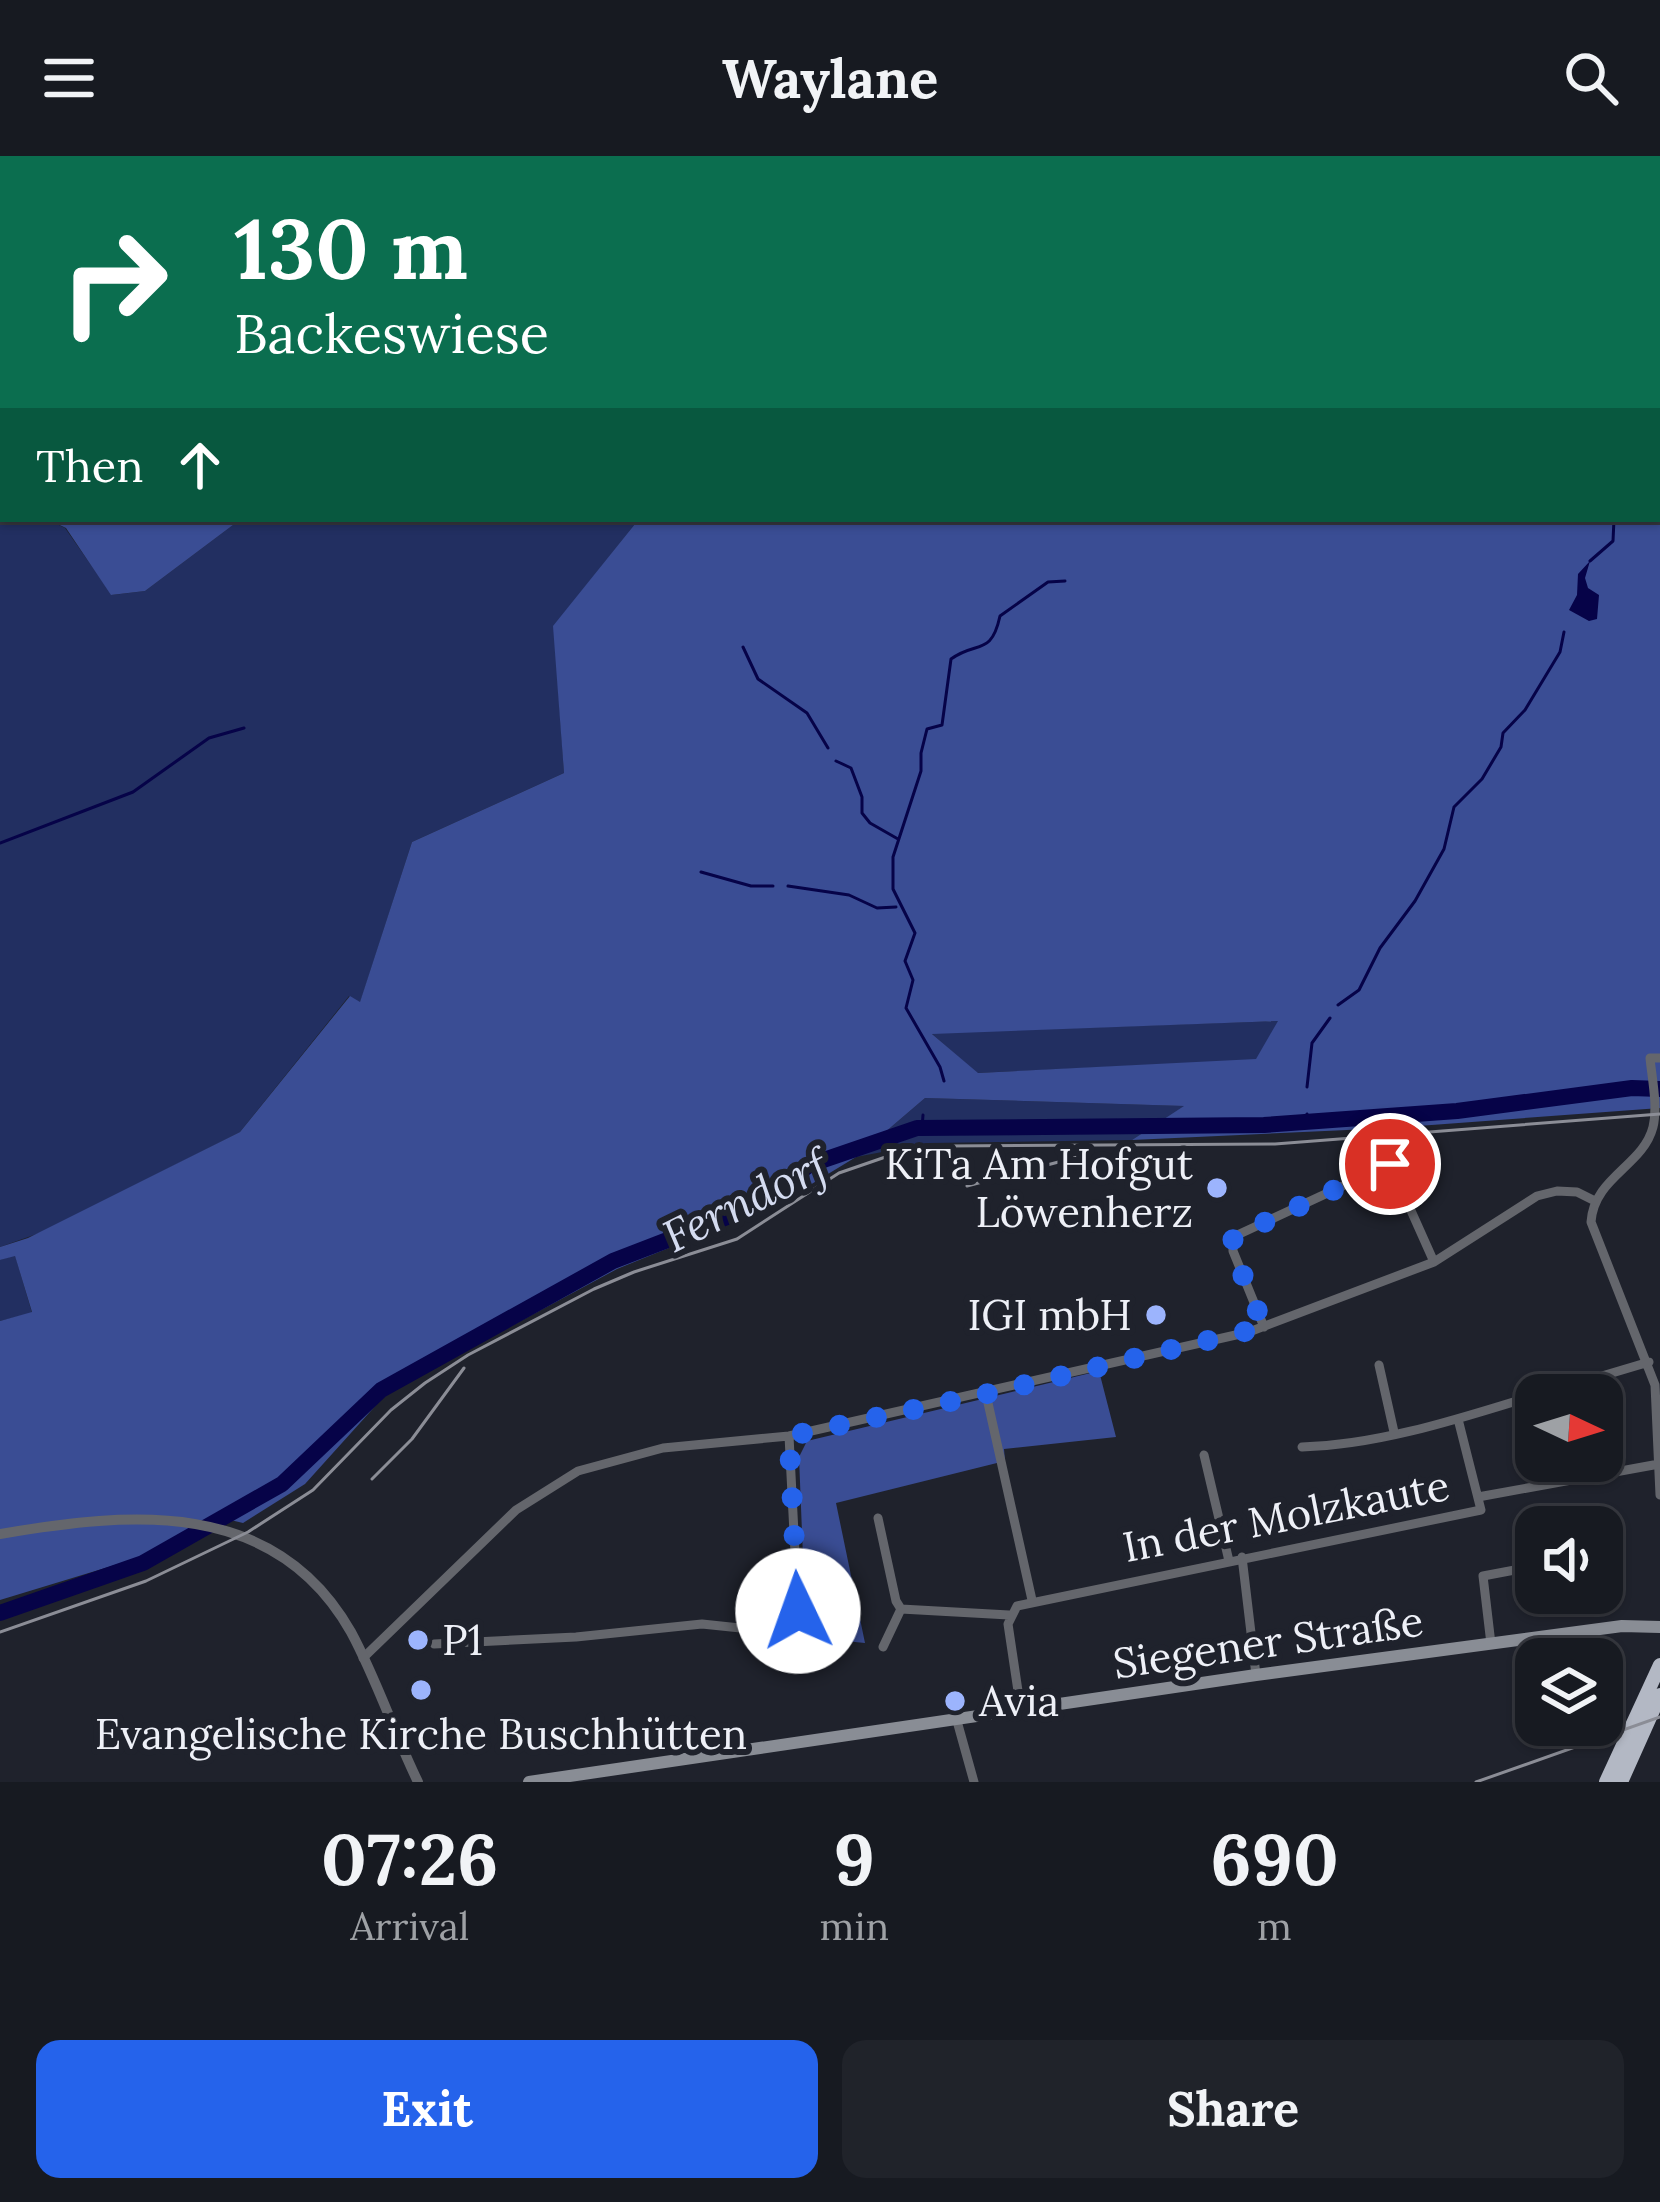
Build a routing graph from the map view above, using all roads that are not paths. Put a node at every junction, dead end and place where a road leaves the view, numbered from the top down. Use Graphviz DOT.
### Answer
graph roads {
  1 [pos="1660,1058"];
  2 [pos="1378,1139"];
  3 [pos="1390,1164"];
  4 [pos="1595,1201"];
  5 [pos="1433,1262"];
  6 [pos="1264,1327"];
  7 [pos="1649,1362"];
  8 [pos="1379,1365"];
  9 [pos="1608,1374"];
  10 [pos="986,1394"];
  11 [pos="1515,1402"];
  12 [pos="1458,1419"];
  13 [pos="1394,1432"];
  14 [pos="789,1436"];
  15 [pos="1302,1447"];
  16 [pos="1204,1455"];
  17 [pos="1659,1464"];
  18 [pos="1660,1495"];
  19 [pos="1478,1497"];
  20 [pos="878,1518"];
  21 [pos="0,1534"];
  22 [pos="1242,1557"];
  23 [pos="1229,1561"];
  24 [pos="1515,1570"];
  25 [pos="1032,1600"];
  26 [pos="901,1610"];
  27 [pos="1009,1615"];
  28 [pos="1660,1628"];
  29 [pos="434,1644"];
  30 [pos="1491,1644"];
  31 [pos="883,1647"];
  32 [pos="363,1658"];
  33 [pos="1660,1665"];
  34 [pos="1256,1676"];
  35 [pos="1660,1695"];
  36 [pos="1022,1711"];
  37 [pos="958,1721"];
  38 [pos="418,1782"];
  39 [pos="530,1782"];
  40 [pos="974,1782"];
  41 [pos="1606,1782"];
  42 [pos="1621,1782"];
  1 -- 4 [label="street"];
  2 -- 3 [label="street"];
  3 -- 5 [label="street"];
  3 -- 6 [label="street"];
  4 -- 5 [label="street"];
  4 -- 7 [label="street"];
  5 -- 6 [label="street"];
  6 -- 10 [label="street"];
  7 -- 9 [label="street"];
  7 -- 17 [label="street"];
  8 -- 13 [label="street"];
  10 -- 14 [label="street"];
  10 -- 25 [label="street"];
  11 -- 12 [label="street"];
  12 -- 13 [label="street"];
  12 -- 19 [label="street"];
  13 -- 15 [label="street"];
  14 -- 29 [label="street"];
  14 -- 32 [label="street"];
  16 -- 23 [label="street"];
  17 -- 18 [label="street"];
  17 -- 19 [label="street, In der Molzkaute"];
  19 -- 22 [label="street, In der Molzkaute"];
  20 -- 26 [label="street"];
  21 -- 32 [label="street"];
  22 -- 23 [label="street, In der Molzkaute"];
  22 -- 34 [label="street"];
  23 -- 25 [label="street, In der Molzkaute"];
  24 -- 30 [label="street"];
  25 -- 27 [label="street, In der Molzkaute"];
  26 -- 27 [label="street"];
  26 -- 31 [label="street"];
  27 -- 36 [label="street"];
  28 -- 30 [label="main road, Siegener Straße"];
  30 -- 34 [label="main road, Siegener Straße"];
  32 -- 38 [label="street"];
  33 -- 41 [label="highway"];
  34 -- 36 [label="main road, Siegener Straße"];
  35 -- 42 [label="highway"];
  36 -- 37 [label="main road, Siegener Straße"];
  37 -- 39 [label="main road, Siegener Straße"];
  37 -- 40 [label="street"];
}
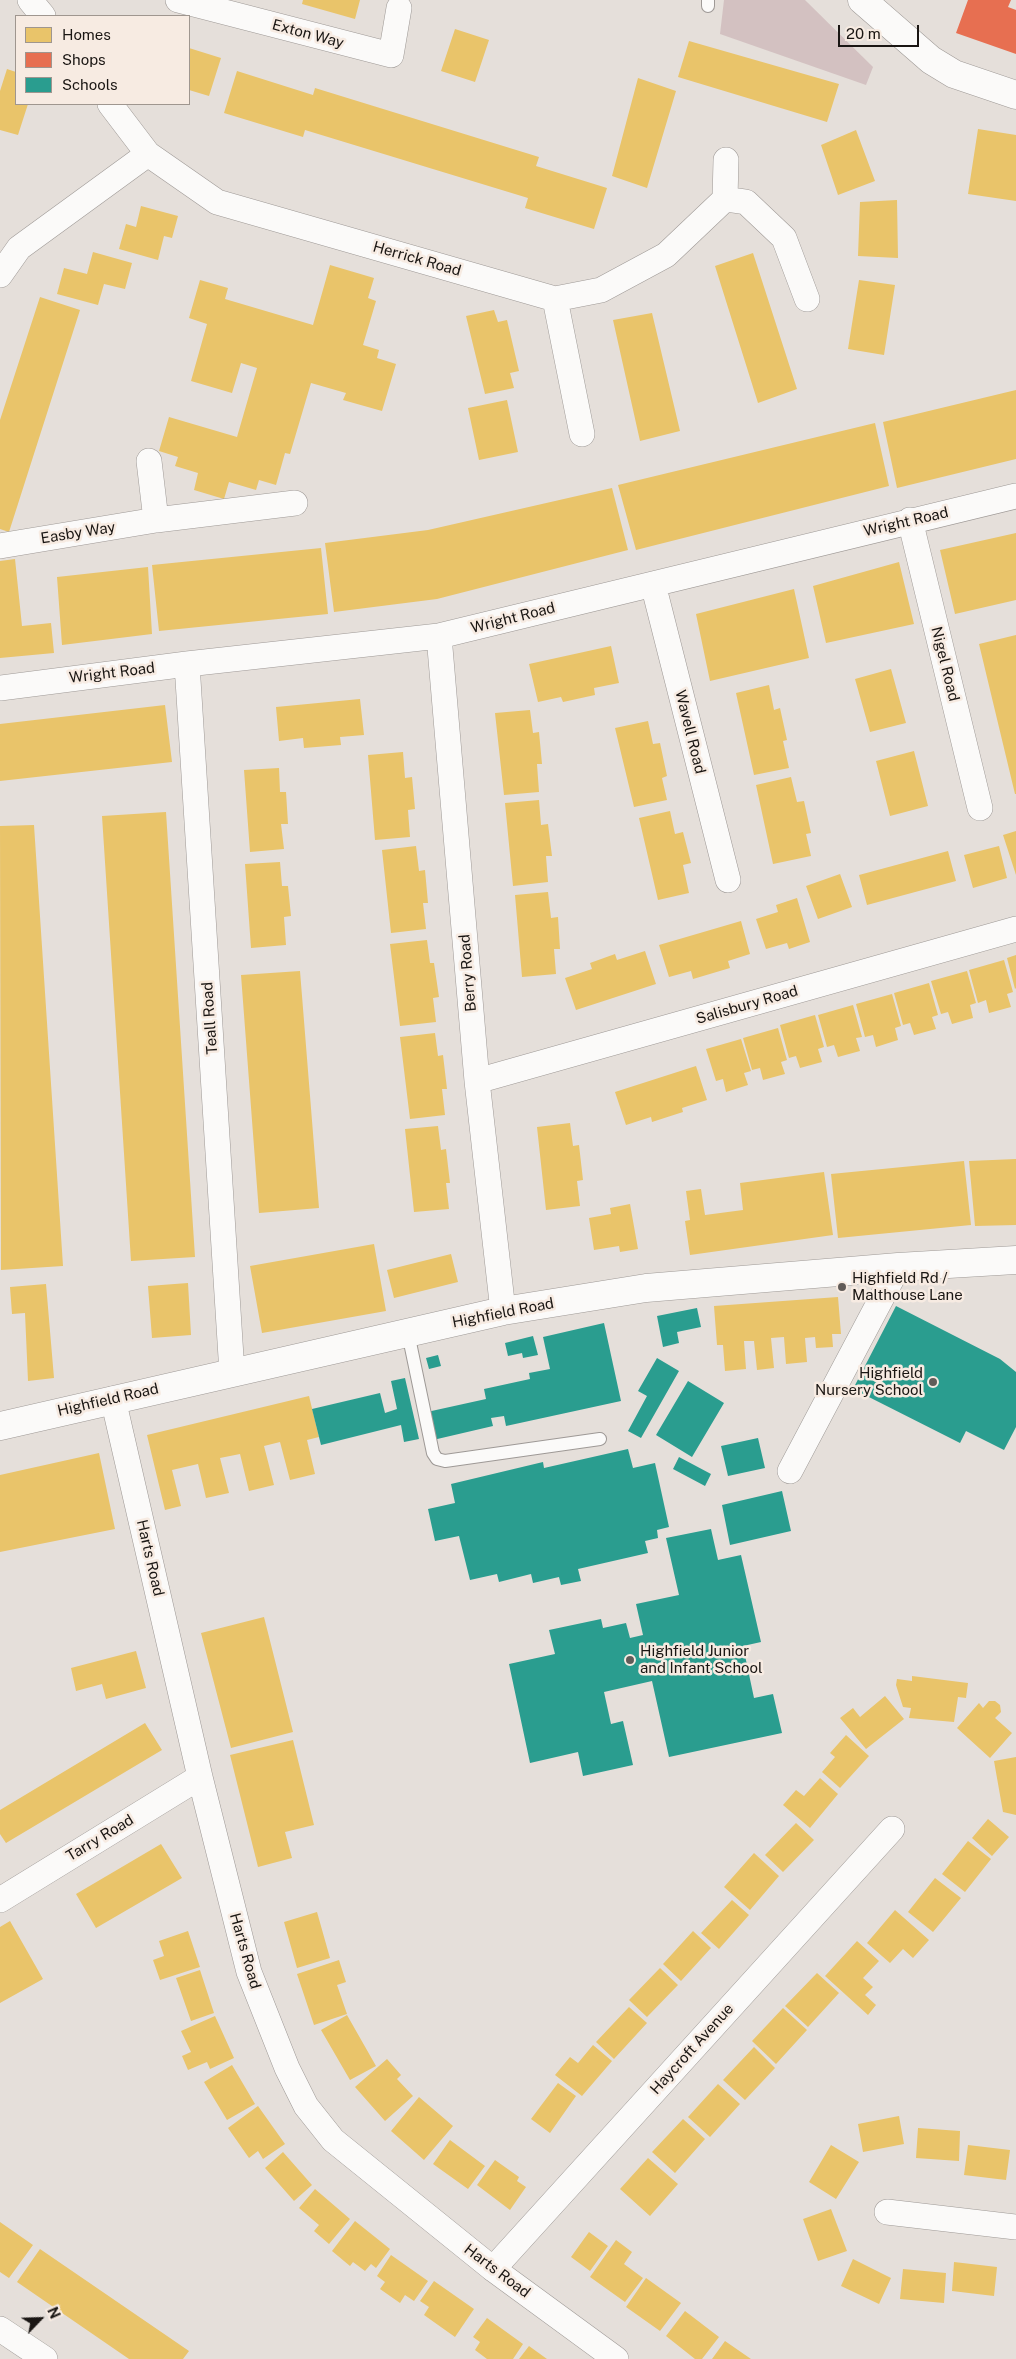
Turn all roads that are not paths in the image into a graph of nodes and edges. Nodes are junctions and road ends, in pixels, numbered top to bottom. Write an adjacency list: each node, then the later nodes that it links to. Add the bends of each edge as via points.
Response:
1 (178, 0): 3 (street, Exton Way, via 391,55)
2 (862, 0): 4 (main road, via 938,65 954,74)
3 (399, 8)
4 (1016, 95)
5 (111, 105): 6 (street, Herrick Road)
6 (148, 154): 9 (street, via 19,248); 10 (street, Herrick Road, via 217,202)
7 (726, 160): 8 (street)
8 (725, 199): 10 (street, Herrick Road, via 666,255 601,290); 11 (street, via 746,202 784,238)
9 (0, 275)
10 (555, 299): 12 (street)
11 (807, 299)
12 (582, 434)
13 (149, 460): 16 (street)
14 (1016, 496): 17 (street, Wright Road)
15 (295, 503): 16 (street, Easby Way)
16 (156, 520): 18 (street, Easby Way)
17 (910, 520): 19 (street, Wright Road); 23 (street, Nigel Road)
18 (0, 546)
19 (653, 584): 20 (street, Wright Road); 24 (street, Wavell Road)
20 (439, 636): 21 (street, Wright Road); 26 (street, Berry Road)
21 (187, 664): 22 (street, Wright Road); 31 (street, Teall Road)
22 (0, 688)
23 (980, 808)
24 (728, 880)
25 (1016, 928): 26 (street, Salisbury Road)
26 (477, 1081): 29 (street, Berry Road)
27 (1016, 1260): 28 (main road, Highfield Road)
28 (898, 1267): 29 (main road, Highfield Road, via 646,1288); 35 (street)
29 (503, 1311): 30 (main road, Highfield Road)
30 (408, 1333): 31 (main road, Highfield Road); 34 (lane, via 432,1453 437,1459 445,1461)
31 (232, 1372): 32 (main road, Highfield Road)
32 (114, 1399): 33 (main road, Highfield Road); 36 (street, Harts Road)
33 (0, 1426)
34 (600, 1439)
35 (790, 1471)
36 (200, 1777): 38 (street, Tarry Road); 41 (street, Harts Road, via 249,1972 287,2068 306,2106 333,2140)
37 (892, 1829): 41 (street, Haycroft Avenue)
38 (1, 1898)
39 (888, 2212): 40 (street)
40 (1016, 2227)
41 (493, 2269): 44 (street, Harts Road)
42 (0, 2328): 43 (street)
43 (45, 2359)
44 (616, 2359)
========================
:: Exercise instructions ::
What lines in the material above include "Wright"? Copy every one of them.

:: Your solution ::
14 (1016, 496): 17 (street, Wright Road)
17 (910, 520): 19 (street, Wright Road); 23 (street, Nigel Road)
19 (653, 584): 20 (street, Wright Road); 24 (street, Wavell Road)
20 (439, 636): 21 (street, Wright Road); 26 (street, Berry Road)
21 (187, 664): 22 (street, Wright Road); 31 (street, Teall Road)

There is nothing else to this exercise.